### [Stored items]
#####

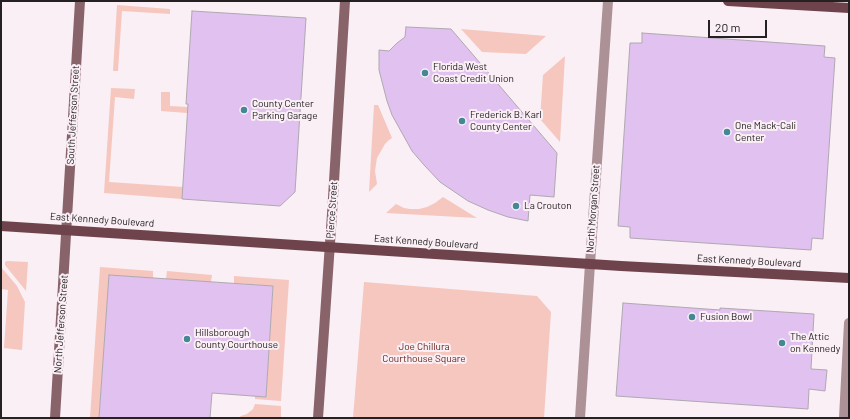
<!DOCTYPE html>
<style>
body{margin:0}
#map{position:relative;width:850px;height:419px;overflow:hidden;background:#f9eff5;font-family:Barlow,sans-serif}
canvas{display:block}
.frame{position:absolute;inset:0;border:2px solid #252123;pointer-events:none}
.scale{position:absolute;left:708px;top:20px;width:59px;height:18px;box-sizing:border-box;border:2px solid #252123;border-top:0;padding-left:5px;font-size:12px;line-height:14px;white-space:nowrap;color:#252123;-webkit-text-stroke:3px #f9eff5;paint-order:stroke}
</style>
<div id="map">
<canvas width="850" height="419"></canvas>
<div class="frame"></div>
<div class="scale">20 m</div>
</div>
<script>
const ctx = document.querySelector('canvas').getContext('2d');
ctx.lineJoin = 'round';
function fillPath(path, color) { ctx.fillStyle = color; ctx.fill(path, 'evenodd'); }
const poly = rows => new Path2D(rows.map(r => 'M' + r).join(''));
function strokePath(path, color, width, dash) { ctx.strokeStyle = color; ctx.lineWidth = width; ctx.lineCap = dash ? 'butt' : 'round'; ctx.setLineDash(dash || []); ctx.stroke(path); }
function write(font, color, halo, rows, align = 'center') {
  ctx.font = font + ' Barlow,sans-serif'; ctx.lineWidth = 4; ctx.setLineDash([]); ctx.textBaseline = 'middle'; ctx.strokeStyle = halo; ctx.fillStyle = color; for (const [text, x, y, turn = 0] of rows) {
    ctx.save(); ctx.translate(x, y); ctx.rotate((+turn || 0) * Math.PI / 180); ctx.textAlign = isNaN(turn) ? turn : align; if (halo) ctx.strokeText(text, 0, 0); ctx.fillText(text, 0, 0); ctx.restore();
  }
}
const green = poly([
 [117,5,170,9,170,14,122,11,118,71,113,71],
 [461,29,546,36,526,54,482,52],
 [565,56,560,142,540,119,543,75],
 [111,88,135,89,134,99,115,97,109,182,183,187,182,199,104,193],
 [161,92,170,92,170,106,188,107,187,113,161,111],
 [374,105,378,105,392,138,389,140,385,144,377,158,375,171,377,184,369,192],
 [443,197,477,218,386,213,396,204,404,208,410,209,419,209,427,207,435,203],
 [7,261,28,262,26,291,5,265,5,262],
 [1,267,17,286,25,302,22,350,4,348,8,290,1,289],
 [100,267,153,271,153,278,109,275,99,418,90,418],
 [167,271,212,275,211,282,166,279],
 [234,276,289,280,281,401,255,399,255,396,266,397,273,286,234,283],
 [364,282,537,296,551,312,544,418,353,418],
 [255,404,281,406,281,418,238,418,241,416,247,414,253,409]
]);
const building = poly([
 [192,11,306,18,295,192,280,206,182,199,188,104,186,104,192,11],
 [406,27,451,29,557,153,554,197,530,195,528,221,508,217,488,210,468,201,440,182,424,165,412,151,392,115,387,101,379,70,379,50,389,51,397,43,405,37,406,27],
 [642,33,825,46,824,57,835,58,823,239,812,238,811,250,630,238,630,227,618,226,630,43,642,43,642,33],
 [109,275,273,286,266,397,212,393,210,418,99,418,109,275],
 [623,303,720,310,720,308,814,314,811,369,827,370,825,391,809,389,808,409,616,396,623,303]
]);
const minor = poly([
 [844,418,849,323]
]);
const tertiary = poly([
 [580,418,590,264,608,1]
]);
const secondary = poly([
 [55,418,80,1],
 [318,418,332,214,345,1]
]);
const primary = poly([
 [728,1,849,8],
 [1,226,621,266,849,278]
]);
const markers = [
 [425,73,4,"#448796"],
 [244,110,4,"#448796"],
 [462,121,4,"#448796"],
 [727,132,4,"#448796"],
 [516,206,4,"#448796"],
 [692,317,4,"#448796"],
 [187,339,4,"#448796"],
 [782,343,4,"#448796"]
];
const poiNames = [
 ["Florida West",433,67],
 ["Coast Credit Union",433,79],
 ["County Center",252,104],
 ["Parking Garage",252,116],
 ["Frederick B. Karl",470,115],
 ["County Center",470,127],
 ["One Mack-Cali",735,126],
 ["Center",735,138],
 ["La Crouton",524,206],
 ["Fusion Bowl",700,317],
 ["Hillsborough",195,333],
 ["County Courthouse",195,345],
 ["The Attic",790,337],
 ["on Kennedy",790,349]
];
const streetNames = [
 ["South Jefferson Street",73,115,-87],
 ["North Morgan Street",593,209,-86],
 ["Pierce Street",332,210,-86],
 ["East Kennedy Boulevard",102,220,4],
 ["East Kennedy Boulevard",426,242,4],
 ["East Kennedy Boulevard",749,261,3],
 ["North Jefferson Street",61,324,-86]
];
const parkNames = [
 ["Joe Chillura",424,347],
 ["Courthouse Square",424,359]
];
fillPath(green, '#f6c7be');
fillPath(building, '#e1c1ef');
strokePath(building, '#aea8b0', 1);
strokePath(minor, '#ac9196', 10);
strokePath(tertiary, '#ac9196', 10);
strokePath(secondary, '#89636a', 10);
strokePath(primary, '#6e434c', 10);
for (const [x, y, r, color] of markers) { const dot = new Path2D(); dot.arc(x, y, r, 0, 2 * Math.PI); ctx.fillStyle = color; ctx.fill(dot); strokePath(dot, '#f9eff5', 1.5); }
write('10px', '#252123', '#f9eff5', poiNames, 'left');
write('10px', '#252123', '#f9eff5', streetNames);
write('10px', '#641f14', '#f9eff5', parkNames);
</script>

#####

### [Task directions]
Every line above that holds the word "turn" needs to be copied.

### [Result for this exercise]
  ctx.font = font + ' Barlow,sans-serif'; ctx.lineWidth = 4; ctx.setLineDash([]); ctx.textBaseline = 'middle'; ctx.strokeStyle = halo; ctx.fillStyle = color; for (const [text, x, y, turn = 0] of rows) {
    ctx.save(); ctx.translate(x, y); ctx.rotate((+turn || 0) * Math.PI / 180); ctx.textAlign = isNaN(turn) ? turn : align; if (halo) ctx.strokeText(text, 0, 0); ctx.fillText(text, 0, 0); ctx.restore();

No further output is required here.